Número de crianças e adolescentes baleados bate recorde no Grande Recife, aponta instituto

Somente no ano passado, 13 crianças e 118 adolescentes foram atingidos por tiros nos municípios do Grande Recife
Raphael Guerra
Publicado em 30/01/2023 às 9:52
Heloysa, de apenas 6 anos, brincava na rua no momento em que acontecia uma perseguição policial na comunidade de Salinas Foto: FOTO AUTORIZADA E CEDIDA PELA FAMÍLIA


O número de crianças e adolescentes baleados bateu recorde no Grande Recife em 2022, segundo levantamento do Instituto Fogo Cruzado. O resultado levou em consideração os últimos quatro anos, quando houve aumento da circulação de armas de fogo no País, graças aos decretos assinados pelo ex-presidente Jair Bolsonaro.

Nos últimos quatro anos, 7.109 pessoas foram baleadas no Grande Recife. Desse total, 42 eram crianças e 428 eram adolescentes. 

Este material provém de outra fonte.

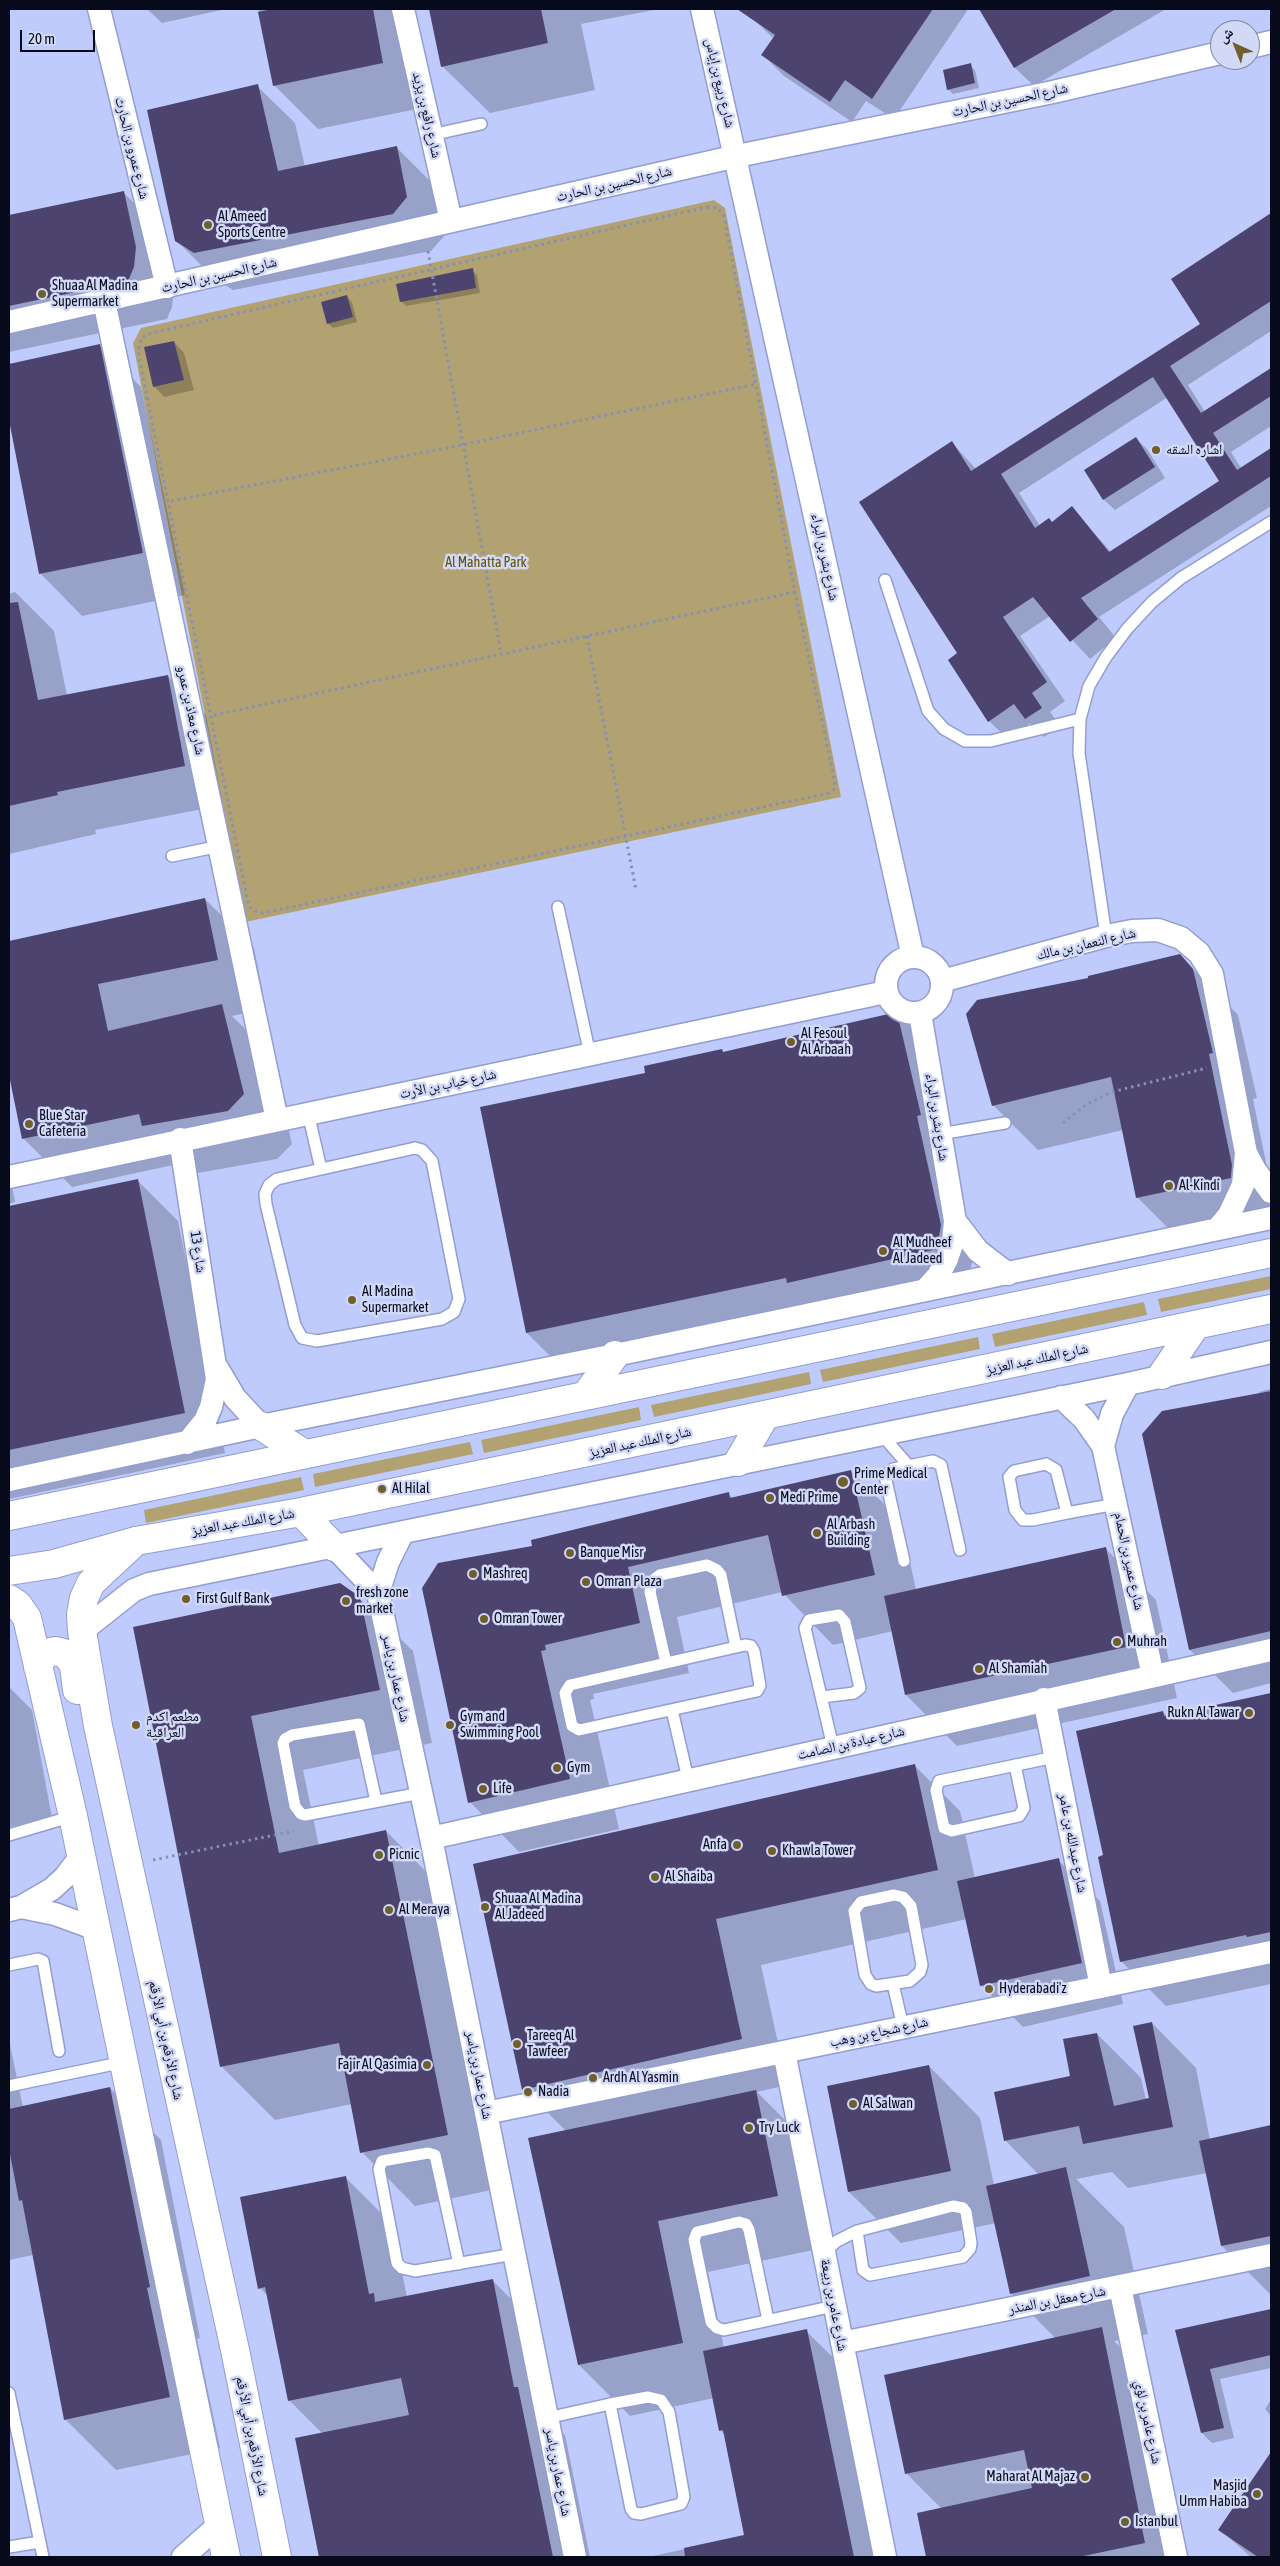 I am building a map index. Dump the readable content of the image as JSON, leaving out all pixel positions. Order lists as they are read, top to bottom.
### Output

Somente no ano passado, 13 crianças foram atingidas por tiros. Três morreram. Já entre os 118 adolescentes baleados, 71 não resistiram. 

Em 2021, foram oito crianças e 108 adolescentes baleados; em 2020, 11 crianças e 93 adolescentes; em 2019, 10 crianças e 109 adolescentes foram feridos a tiros.

Para a coordenadora regional do Instituto Fogo Cruzado em Pernambuco, Ana Maria Franca, o ano de 2023 traz, para a governadora Raquel Lyra, o desafio de proteger a vida de crianças e adolescentes e impedir que os mais jovens continuem entrando para as estatísticas. 

"É preciso olhar com mais atenção para a circulação de armas nas mãos de civis no Estado. Arma de fogo não é solução para a violência. Ela é o agravamento da violência. Se não queremos que nossas crianças e adolescentes cresçam em bairros violentos, com pessoas armadas, não podemos naturalizar armas de fogo dentro de casa”, afirmou Ana Maria Franca. 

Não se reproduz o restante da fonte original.